The A Street facility is now a 3.9-megawatt solar array, located on a 32-acre former private landfill site that was capped and closed more than 25 years ago. The Southern Sky Renewable Energy RI location now hosts more than 9,400 solar panels split into two systems to generate power for both Johnston and Providence.
“The town of Johnston is putting vacant, unusable land back to work to benefit our taxpayers with electricity savings, enhance tax payments and scholarships for our senior high school students,” said Polisena. “The former landfill is producing clean energy for our town buildings while also generating tax revenue.”

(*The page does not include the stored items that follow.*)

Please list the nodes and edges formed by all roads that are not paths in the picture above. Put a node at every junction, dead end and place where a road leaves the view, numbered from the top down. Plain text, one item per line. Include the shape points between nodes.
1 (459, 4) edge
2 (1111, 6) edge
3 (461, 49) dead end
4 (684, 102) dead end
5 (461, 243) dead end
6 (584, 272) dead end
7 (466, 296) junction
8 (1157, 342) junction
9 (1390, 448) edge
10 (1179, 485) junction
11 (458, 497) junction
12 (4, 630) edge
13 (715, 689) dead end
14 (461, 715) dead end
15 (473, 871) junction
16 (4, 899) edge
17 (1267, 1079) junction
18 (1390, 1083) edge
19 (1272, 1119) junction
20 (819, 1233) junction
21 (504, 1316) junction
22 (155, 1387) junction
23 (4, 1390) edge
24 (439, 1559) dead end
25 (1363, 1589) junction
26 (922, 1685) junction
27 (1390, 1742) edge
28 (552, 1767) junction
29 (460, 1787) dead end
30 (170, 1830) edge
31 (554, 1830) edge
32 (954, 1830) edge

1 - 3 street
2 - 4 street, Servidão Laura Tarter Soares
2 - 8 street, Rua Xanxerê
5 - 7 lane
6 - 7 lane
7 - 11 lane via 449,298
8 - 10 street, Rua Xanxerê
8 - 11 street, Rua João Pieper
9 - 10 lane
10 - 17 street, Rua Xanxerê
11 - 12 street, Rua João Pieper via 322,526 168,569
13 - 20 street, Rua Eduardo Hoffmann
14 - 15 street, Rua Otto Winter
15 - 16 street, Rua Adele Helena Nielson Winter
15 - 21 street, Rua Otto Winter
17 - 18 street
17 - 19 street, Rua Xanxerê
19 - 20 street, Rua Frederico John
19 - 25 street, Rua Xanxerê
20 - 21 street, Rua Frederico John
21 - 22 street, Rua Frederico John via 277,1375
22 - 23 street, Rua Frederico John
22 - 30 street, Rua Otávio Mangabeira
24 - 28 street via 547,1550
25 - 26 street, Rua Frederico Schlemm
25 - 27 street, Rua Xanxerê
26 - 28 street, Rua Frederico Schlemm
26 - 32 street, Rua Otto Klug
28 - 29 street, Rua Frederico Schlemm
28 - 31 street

The A Street project is the result of a competitive bid process that began in the summer of 2017. The 2.2 megawatts from over 5,500 panels will now power the town of Johnston’s municipal and school buildings. The remainder of the power generated, combined with another 29-megawatt facility under construction in Cranston, will offset approximately 60 percent of the city of Providence’s electricity needs.
Providence Mayor Jorge Elorza said that converting the former landfill site to a solar farm was like “turning lemons into lemonade,” by reducing pollution, creating taxes and producing energy, adding that the facility is a “win-win-win all around.”
“This project is an important part of our strategy to become a carbon neutral city by 2050. With this project and the Cranston site, over half of our municipal buildings, including schools, will be powered by clean, local solar electricity,” said Elorza. “We are proud to be a part of this work, saving taxpayer dollars, diversifying our energy supply, and supporting local labor.”
Elorza also cited a recent federal environmental report that issued warnings about climate change and its affect on health and the economy.
“Our president may not believe in his own government, may not believe in climate change, but cities and towns are leading the way and we can’t afford to sit around and waste time arguing and negotiating with those who don’t believe in science,” said Elorza.
According to Southern Sky, the energy produced by the Johnston array yields environmental benefits equal to taking 770 vehicles off the road annually and powering 538 households.
“This is a unique project, the site of a former landfill transformed to a clean energy generator to serve two municipalities. Johnston and Providence has made it clear that they are committed to clean energy, reducing their impact on the environment and saving taxpayer dollars,” said Southern Sky company President Ralph Palumbo. “A Street is an example of what can happen when the private and public sector are committed to renewable energy and progress.”
Landfill projects such as this one take months of planning, approvals and expertise. Southern Sky has installed over 200,000 solar panels across New England to date. In Rhode Island, Southern Sky has installed over 100,000 panels.
The Department of Environmental Management, the Office of Energy Resources and Commerce RI were also involved in the solar project. Southern Sky also partnered with Conti Solar, Captona Partners, the International Brotherhood of Electrical Workers Local 99, DiPrete Engineering, Green Energy Consumers Alliance, Competitive Energy Solutions and Seminole Financial Services.
“As a Rhode Island family business, we care about the future of our state. I care about the condition of the environment that I will leave for my children and future generations,” said Palumbo. “We are proud to work with cities and towns across Rhode Island and with other organizations to reduce their energy costs and their burden on the environment.”